Exercise details:
Working from the listing below, pick each line containing the word "stream" and copy it.
*-*-*
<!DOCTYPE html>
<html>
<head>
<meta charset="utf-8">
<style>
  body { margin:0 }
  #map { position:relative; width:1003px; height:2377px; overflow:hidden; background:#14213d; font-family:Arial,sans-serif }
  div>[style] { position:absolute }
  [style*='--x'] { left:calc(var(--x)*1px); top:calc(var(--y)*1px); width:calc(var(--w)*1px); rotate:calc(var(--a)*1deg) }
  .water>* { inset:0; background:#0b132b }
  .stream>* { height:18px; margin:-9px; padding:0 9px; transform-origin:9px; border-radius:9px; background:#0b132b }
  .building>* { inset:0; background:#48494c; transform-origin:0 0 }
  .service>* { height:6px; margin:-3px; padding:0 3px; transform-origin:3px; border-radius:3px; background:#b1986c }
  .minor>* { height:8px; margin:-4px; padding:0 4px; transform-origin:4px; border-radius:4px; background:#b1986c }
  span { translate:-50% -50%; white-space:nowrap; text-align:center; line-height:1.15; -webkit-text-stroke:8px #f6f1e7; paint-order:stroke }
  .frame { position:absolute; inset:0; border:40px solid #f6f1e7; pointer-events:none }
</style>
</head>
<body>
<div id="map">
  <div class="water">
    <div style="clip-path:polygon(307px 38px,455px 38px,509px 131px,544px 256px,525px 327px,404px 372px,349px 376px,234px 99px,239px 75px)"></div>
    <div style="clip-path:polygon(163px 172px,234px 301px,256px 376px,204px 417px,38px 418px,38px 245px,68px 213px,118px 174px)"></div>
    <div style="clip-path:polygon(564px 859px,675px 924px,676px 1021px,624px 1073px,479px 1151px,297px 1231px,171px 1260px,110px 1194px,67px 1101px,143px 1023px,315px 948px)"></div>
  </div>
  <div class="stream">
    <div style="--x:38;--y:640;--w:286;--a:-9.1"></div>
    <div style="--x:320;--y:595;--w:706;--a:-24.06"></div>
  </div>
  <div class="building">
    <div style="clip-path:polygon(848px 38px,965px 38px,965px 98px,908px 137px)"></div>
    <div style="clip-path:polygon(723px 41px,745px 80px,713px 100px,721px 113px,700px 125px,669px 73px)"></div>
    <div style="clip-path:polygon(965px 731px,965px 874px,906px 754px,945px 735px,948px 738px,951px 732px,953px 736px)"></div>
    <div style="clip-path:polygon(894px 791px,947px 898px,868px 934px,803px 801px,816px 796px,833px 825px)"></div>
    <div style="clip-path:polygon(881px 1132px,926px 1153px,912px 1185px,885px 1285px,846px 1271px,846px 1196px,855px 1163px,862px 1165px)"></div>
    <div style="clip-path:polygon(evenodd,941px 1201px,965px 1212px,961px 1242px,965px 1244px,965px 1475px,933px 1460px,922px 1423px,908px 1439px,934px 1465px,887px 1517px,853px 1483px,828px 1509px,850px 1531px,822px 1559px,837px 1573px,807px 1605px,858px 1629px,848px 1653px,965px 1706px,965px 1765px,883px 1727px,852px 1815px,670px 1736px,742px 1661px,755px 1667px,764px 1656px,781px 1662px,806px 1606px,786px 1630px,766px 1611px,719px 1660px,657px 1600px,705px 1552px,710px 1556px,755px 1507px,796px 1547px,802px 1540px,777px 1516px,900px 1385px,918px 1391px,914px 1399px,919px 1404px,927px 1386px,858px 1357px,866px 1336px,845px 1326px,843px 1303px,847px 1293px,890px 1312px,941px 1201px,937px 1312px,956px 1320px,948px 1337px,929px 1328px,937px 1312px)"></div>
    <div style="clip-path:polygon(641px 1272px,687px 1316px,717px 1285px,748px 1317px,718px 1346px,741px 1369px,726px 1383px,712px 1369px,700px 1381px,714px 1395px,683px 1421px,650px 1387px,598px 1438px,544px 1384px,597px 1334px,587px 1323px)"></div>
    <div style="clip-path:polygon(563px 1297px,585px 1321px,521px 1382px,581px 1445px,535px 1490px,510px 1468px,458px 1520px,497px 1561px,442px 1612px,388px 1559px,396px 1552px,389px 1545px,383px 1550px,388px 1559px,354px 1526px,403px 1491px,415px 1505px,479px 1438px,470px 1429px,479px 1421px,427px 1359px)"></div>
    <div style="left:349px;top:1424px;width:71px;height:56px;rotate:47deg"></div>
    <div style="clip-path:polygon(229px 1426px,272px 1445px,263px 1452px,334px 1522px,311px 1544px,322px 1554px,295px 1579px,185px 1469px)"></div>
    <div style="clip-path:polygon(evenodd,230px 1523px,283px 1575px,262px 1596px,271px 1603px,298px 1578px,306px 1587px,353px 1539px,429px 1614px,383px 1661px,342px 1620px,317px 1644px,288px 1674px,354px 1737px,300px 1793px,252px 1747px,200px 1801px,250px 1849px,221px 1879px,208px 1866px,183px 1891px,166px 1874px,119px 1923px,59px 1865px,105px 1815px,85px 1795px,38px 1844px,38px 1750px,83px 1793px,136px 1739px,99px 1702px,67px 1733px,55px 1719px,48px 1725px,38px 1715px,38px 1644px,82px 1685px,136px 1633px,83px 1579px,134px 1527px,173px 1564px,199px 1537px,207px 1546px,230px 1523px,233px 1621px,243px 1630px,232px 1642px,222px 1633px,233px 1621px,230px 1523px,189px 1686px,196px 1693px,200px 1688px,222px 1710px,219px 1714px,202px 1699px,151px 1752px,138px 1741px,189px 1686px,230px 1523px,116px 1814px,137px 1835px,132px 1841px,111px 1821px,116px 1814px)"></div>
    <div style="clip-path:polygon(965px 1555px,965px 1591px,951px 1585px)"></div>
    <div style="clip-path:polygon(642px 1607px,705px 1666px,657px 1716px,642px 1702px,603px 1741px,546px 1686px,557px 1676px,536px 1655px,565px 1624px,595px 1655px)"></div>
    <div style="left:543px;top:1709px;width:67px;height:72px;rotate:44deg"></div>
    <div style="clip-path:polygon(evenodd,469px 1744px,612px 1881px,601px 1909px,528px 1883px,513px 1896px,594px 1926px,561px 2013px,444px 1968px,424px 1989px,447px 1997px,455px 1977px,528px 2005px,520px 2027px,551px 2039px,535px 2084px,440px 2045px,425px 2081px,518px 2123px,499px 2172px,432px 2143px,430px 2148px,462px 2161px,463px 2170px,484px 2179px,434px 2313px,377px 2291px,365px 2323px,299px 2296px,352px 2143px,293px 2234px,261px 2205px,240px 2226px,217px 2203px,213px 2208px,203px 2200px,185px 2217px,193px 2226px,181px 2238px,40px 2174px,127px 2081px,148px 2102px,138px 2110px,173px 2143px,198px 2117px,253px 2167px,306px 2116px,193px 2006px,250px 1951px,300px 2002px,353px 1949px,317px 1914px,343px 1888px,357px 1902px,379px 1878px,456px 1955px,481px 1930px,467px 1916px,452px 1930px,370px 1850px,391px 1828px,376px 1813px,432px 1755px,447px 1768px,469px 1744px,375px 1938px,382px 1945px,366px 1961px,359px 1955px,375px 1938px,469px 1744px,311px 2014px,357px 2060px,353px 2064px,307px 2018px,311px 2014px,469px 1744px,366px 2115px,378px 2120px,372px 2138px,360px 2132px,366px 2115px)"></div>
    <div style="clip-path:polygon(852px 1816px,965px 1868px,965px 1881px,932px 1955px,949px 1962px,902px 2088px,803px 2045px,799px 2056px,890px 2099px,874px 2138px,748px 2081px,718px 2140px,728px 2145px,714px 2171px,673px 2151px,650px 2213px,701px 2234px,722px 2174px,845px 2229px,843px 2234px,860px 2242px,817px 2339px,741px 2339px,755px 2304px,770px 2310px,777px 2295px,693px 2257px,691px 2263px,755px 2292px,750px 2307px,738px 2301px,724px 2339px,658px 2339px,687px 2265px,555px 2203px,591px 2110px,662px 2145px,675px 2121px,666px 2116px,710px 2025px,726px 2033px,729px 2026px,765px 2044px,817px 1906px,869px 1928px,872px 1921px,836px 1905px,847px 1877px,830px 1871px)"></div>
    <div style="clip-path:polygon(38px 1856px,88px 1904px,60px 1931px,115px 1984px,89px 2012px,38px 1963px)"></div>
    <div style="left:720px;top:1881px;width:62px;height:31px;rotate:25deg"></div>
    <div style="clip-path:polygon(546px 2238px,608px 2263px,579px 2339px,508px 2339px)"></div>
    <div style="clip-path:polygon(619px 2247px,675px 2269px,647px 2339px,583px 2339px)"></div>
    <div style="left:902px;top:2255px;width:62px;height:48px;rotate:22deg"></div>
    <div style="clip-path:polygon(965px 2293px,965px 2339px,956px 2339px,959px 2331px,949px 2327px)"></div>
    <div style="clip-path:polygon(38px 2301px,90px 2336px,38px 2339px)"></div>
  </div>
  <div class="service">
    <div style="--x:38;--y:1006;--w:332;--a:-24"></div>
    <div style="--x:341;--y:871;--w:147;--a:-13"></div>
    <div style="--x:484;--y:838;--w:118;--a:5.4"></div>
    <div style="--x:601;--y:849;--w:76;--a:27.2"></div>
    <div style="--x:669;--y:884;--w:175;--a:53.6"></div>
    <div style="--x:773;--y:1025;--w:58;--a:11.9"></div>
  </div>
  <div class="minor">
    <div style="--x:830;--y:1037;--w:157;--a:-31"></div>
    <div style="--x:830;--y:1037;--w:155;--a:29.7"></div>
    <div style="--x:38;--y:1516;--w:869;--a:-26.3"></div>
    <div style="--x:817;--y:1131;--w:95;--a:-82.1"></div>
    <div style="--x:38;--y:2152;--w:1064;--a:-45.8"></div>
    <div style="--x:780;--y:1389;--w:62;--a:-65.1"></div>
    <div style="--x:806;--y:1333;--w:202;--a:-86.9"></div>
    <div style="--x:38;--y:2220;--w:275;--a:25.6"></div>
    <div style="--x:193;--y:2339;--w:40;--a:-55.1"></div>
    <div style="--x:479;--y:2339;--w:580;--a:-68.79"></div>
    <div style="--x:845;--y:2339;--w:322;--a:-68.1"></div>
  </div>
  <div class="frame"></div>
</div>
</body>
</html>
*-*-*
Answer to this problem:
  .stream>* { height:18px; margin:-9px; padding:0 9px; transform-origin:9px; border-radius:9px; background:#0b132b }
  <div class="stream">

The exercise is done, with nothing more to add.